*ASSIGNED TASK:* Print out the data exactly, keeping every image out of it.

*SUPPLIED ENTRIES:*

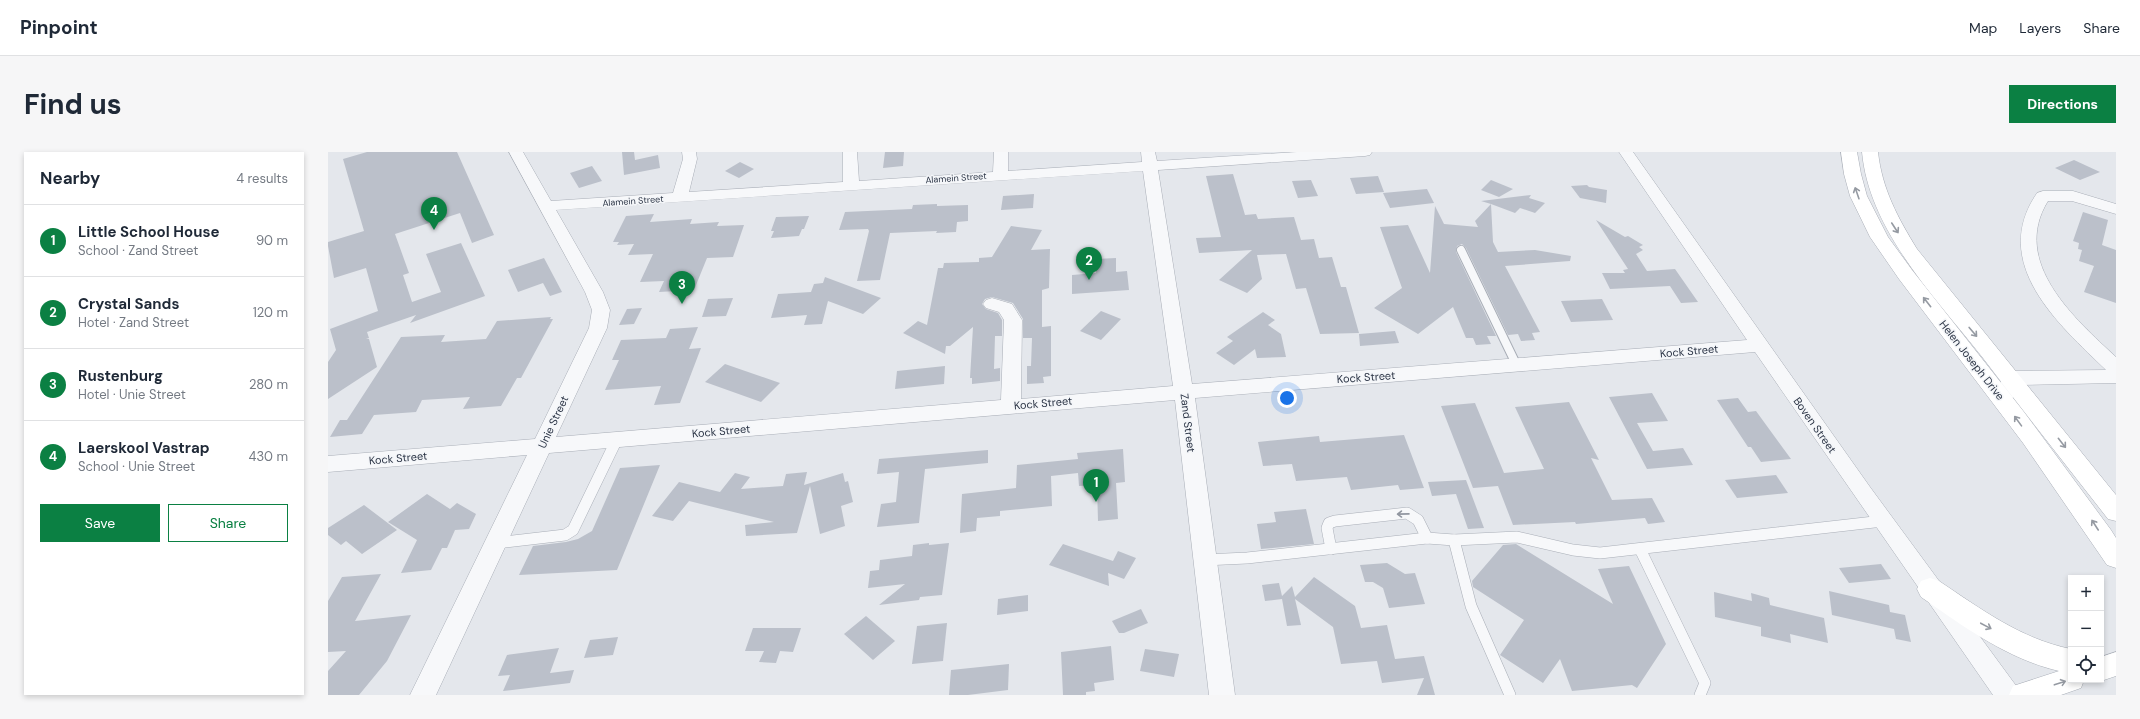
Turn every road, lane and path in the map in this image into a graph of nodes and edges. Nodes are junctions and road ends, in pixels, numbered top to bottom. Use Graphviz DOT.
graph roads {
  1 [pos="516,152"];
  2 [pos="689,152"];
  3 [pos="850,152"];
  4 [pos="1001,152"];
  5 [pos="1365,152"];
  6 [pos="1626,152"];
  7 [pos="1849,152"];
  8 [pos="1870,152"];
  9 [pos="1148,159"];
  10 [pos="1000,175"];
  11 [pos="851,186"];
  12 [pos="680,197"];
  13 [pos="547,206"];
  14 [pos="2116,209"];
  15 [pos="1461,250"];
  16 [pos="992,304"];
  17 [pos="1759,346"];
  18 [pos="1517,366"];
  19 [pos="2116,368"];
  20 [pos="2116,376"];
  21 [pos="2012,378"];
  22 [pos="1184,392"];
  23 [pos="2002,399"];
  24 [pos="1012,406"];
  25 [pos="616,439"];
  26 [pos="542,446"];
  27 [pos="328,464"];
  28 [pos="2116,512"];
  29 [pos="1883,521"];
  30 [pos="1427,538"];
  31 [pos="1454,540"];
  32 [pos="496,543"];
  33 [pos="1331,549"];
  34 [pos="1640,549"];
  35 [pos="2116,558"];
  36 [pos="1204,560"];
  37 [pos="1930,589"];
  38 [pos="2068,660"];
  39 [pos="2068,680"];
  40 [pos="422,695"];
  41 [pos="1222,695"];
  42 [pos="1510,695"];
  43 [pos="1700,695"];
  44 [pos="2008,695"];
  45 [pos="2023,695"];
  1 -- 13 [label="street, Unie Street"];
  2 -- 12 [label="street"];
  3 -- 11 [label="street"];
  4 -- 10 [label="street"];
  5 -- 9 [label="street, Alamein Street"];
  6 -- 17 [label="street, Boven Street"];
  23 -- 7 [label="street, Helen Joseph Drive, one-way"];
  8 -- 21 [label="street, Helen Joseph Drive, one-way"];
  9 -- 10 [label="street, Alamein Street"];
  9 -- 22 [label="street, Zand Street"];
  10 -- 11 [label="street, Alamein Street"];
  11 -- 12 [label="street, Alamein Street"];
  12 -- 13 [label="street, Alamein Street"];
  13 -- 26 [label="street, Unie Street"];
  14 -- 19 [label="street"];
  15 -- 18 [label="lane"];
  16 -- 24 [label="street"];
  17 -- 18 [label="street, Kock Street"];
  17 -- 29 [label="street, Boven Street"];
  18 -- 22 [label="street, Kock Street"];
  20 -- 21 [label="street"];
  21 -- 23 [label="street"];
  21 -- 28 [label="street, Helen Joseph Drive, one-way"];
  22 -- 24 [label="street, Kock Street"];
  22 -- 36 [label="street, Zand Street"];
  35 -- 23 [label="street, Helen Joseph Drive, one-way"];
  24 -- 25 [label="street, Kock Street"];
  25 -- 26 [label="street, Kock Street"];
  25 -- 32 [label="lane"];
  26 -- 27 [label="street, Kock Street"];
  26 -- 32 [label="street, Unie Street"];
  29 -- 34 [label="lane"];
  29 -- 37 [label="street, Boven Street"];
  30 -- 31 [label="lane"];
  30 -- 33 [label="lane"];
  30 -- 33 [label="lane, one-way"];
  31 -- 34 [label="lane"];
  31 -- 42 [label="lane"];
  32 -- 40 [label="street, Unie Street"];
  33 -- 36 [label="lane"];
  34 -- 43 [label="lane"];
  36 -- 41 [label="street, Zand Street"];
  37 -- 38 [label="street, one-way"];
  37 -- 44 [label="street, Boven Street"];
  45 -- 39 [label="street, one-way"];
}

*SOLUTION FOR THIS PROBLEM:*
Turn every road, lane and path in the map in this image into a graph of nodes and edges. Nodes are junctions and road ends, in pixels, numbered top to bottom. Use Graphviz DOT.
graph roads {
  1 [pos="516,152"];
  2 [pos="689,152"];
  3 [pos="850,152"];
  4 [pos="1001,152"];
  5 [pos="1365,152"];
  6 [pos="1626,152"];
  7 [pos="1849,152"];
  8 [pos="1870,152"];
  9 [pos="1148,159"];
  10 [pos="1000,175"];
  11 [pos="851,186"];
  12 [pos="680,197"];
  13 [pos="547,206"];
  14 [pos="2116,209"];
  15 [pos="1461,250"];
  16 [pos="992,304"];
  17 [pos="1759,346"];
  18 [pos="1517,366"];
  19 [pos="2116,368"];
  20 [pos="2116,376"];
  21 [pos="2012,378"];
  22 [pos="1184,392"];
  23 [pos="2002,399"];
  24 [pos="1012,406"];
  25 [pos="616,439"];
  26 [pos="542,446"];
  27 [pos="328,464"];
  28 [pos="2116,512"];
  29 [pos="1883,521"];
  30 [pos="1427,538"];
  31 [pos="1454,540"];
  32 [pos="496,543"];
  33 [pos="1331,549"];
  34 [pos="1640,549"];
  35 [pos="2116,558"];
  36 [pos="1204,560"];
  37 [pos="1930,589"];
  38 [pos="2068,660"];
  39 [pos="2068,680"];
  40 [pos="422,695"];
  41 [pos="1222,695"];
  42 [pos="1510,695"];
  43 [pos="1700,695"];
  44 [pos="2008,695"];
  45 [pos="2023,695"];
  1 -- 13 [label="street, Unie Street"];
  2 -- 12 [label="street"];
  3 -- 11 [label="street"];
  4 -- 10 [label="street"];
  5 -- 9 [label="street, Alamein Street"];
  6 -- 17 [label="street, Boven Street"];
  23 -- 7 [label="street, Helen Joseph Drive, one-way"];
  8 -- 21 [label="street, Helen Joseph Drive, one-way"];
  9 -- 10 [label="street, Alamein Street"];
  9 -- 22 [label="street, Zand Street"];
  10 -- 11 [label="street, Alamein Street"];
  11 -- 12 [label="street, Alamein Street"];
  12 -- 13 [label="street, Alamein Street"];
  13 -- 26 [label="street, Unie Street"];
  14 -- 19 [label="street"];
  15 -- 18 [label="lane"];
  16 -- 24 [label="street"];
  17 -- 18 [label="street, Kock Street"];
  17 -- 29 [label="street, Boven Street"];
  18 -- 22 [label="street, Kock Street"];
  20 -- 21 [label="street"];
  21 -- 23 [label="street"];
  21 -- 28 [label="street, Helen Joseph Drive, one-way"];
  22 -- 24 [label="street, Kock Street"];
  22 -- 36 [label="street, Zand Street"];
  35 -- 23 [label="street, Helen Joseph Drive, one-way"];
  24 -- 25 [label="street, Kock Street"];
  25 -- 26 [label="street, Kock Street"];
  25 -- 32 [label="lane"];
  26 -- 27 [label="street, Kock Street"];
  26 -- 32 [label="street, Unie Street"];
  29 -- 34 [label="lane"];
  29 -- 37 [label="street, Boven Street"];
  30 -- 31 [label="lane"];
  30 -- 33 [label="lane"];
  30 -- 33 [label="lane, one-way"];
  31 -- 34 [label="lane"];
  31 -- 42 [label="lane"];
  32 -- 40 [label="street, Unie Street"];
  33 -- 36 [label="lane"];
  34 -- 43 [label="lane"];
  36 -- 41 [label="street, Zand Street"];
  37 -- 38 [label="street, one-way"];
  37 -- 44 [label="street, Boven Street"];
  45 -- 39 [label="street, one-way"];
}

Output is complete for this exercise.